UGA study speaks to the dangers of a sport’s athletes – WGAU
High school students who focus on one sport are more likely to be injured or suffer from burnout. But new research from the University of Georgia suggests their motivation to specialize in a sport is pure: a love of the game and competition.
Published in the Orthopedic Journal of Sports Medicine, the study surveyed 975 high school athletes in the United States and found that more than one in five reported a high level of specialization in a sport. More than 42% declared a low level of specialization.
“A number of studies have pointed out that if you specialize in one sport, for example if you only play baseball or only play football, you do the same moves over and over again, there’s so a lot of problems with repetitive use injuries,” said Dee Warmath, lead author of the study and assistant professor at the College of Family and Consumer Sciences. “Other studies have pointed out that there are also an association with burnout. You want young adults to be engaged in their sport, and there are a lot of benefits to that. But if you just play football all year round, you’re likely to burn out and give up the sport.

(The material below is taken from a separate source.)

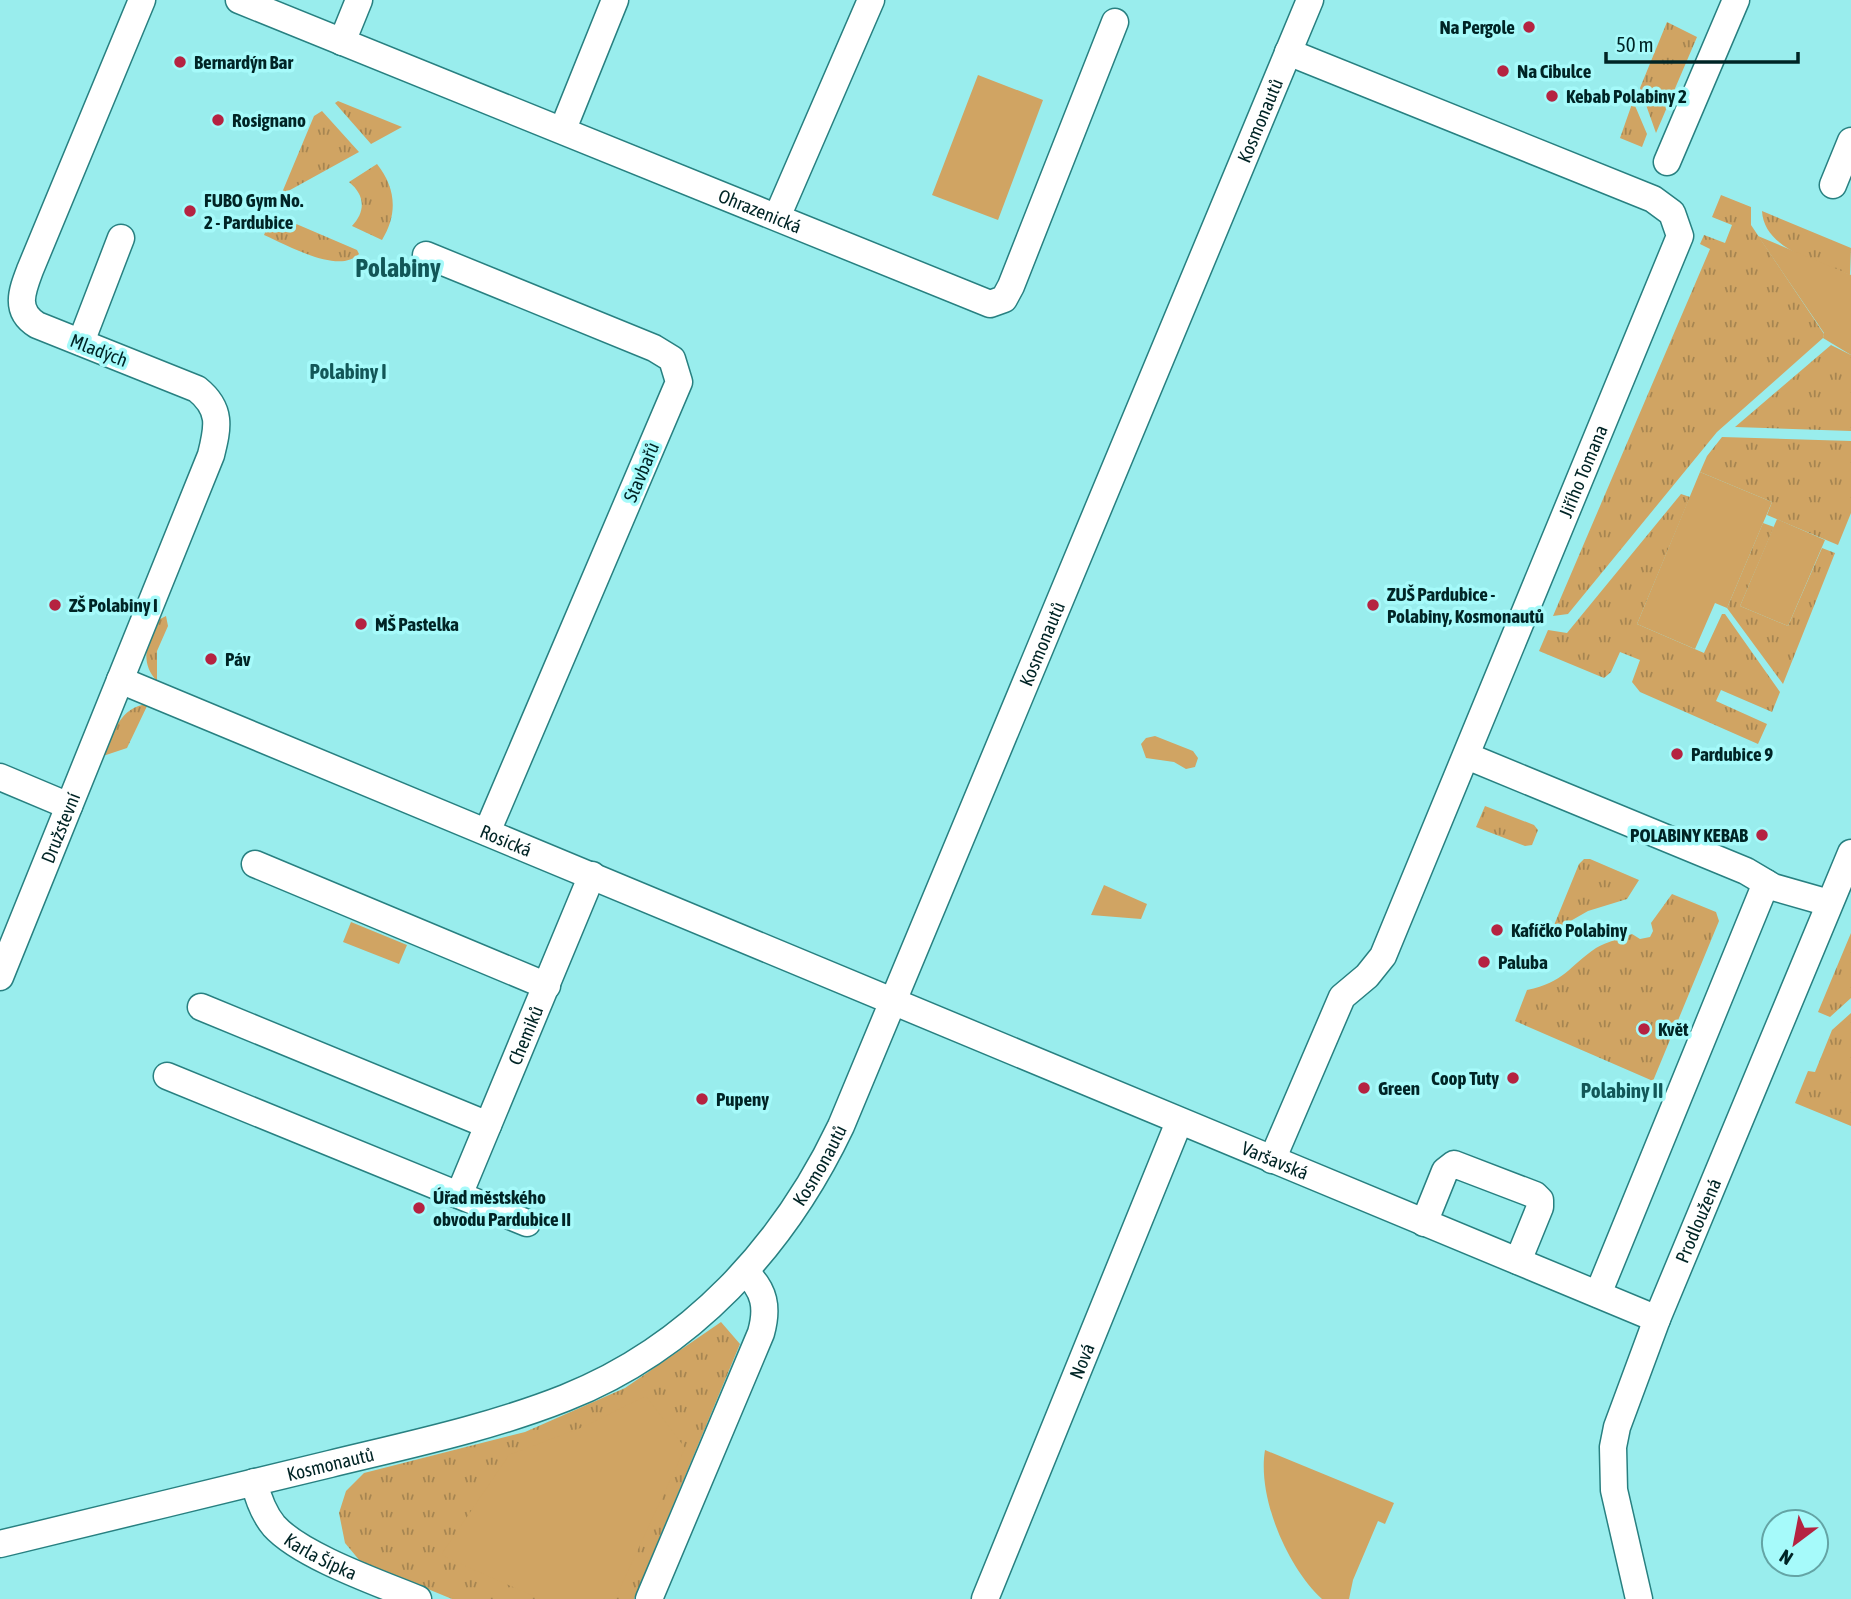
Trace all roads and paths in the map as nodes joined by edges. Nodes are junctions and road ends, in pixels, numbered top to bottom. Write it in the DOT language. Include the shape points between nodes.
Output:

Experts often recommend limiting athletic specialization, especially among high school athletes. Prior to this study, little was known about the motivations that drive high school athletes to specialize. Knowing what motivates your child to want to major in a sport can help parents and coaches develop a playbook to inspire the student to diversify.
“We might need a more balanced approach to managing sport specialization when athletes are taking it on for really positive reasons,” said Warmath, who is based in the Department of Financial Planning, Housing and Health. consumption economy. “So instead of saying that sports specialization is bad and you shouldn’t do it, maybe it’s more about finding ways to compete more effectively and pointing out that even some professional athletes use other sports to train for their main sport.This diversity of sports can make you better at your main sport.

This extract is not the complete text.